(Beginning of Material for the task)
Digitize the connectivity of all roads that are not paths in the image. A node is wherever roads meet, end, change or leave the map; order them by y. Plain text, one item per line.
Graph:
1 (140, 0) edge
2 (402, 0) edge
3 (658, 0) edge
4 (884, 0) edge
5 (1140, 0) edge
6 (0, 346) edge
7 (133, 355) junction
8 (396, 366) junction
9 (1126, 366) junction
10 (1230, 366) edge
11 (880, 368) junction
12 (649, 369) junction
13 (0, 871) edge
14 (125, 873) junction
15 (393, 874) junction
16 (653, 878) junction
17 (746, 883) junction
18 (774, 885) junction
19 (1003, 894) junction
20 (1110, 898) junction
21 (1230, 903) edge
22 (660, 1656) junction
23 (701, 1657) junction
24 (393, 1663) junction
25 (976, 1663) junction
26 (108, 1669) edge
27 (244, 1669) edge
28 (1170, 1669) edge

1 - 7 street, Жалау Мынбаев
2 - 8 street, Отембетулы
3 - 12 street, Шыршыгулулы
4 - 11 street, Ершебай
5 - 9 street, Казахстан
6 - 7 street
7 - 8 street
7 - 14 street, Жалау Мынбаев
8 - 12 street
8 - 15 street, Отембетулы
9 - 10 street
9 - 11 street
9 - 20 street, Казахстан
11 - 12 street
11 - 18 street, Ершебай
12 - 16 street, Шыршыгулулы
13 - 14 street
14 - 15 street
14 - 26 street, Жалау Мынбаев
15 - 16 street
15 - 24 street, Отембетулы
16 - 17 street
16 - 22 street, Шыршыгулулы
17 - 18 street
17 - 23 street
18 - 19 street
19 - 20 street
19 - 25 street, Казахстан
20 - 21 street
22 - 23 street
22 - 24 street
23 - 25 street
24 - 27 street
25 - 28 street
(End of Material for the task)
**What is required:** Please print the records above exactly, leaving nothing out.

**Solution below:**
Digitize the connectivity of all roads that are not paths in the image. A node is wherever roads meet, end, change or leave the map; order them by y. Plain text, one item per line.
Graph:
1 (140, 0) edge
2 (402, 0) edge
3 (658, 0) edge
4 (884, 0) edge
5 (1140, 0) edge
6 (0, 346) edge
7 (133, 355) junction
8 (396, 366) junction
9 (1126, 366) junction
10 (1230, 366) edge
11 (880, 368) junction
12 (649, 369) junction
13 (0, 871) edge
14 (125, 873) junction
15 (393, 874) junction
16 (653, 878) junction
17 (746, 883) junction
18 (774, 885) junction
19 (1003, 894) junction
20 (1110, 898) junction
21 (1230, 903) edge
22 (660, 1656) junction
23 (701, 1657) junction
24 (393, 1663) junction
25 (976, 1663) junction
26 (108, 1669) edge
27 (244, 1669) edge
28 (1170, 1669) edge

1 - 7 street, Жалау Мынбаев
2 - 8 street, Отембетулы
3 - 12 street, Шыршыгулулы
4 - 11 street, Ершебай
5 - 9 street, Казахстан
6 - 7 street
7 - 8 street
7 - 14 street, Жалау Мынбаев
8 - 12 street
8 - 15 street, Отембетулы
9 - 10 street
9 - 11 street
9 - 20 street, Казахстан
11 - 12 street
11 - 18 street, Ершебай
12 - 16 street, Шыршыгулулы
13 - 14 street
14 - 15 street
14 - 26 street, Жалау Мынбаев
15 - 16 street
15 - 24 street, Отембетулы
16 - 17 street
16 - 22 street, Шыршыгулулы
17 - 18 street
17 - 23 street
18 - 19 street
19 - 20 street
19 - 25 street, Казахстан
20 - 21 street
22 - 23 street
22 - 24 street
23 - 25 street
24 - 27 street
25 - 28 street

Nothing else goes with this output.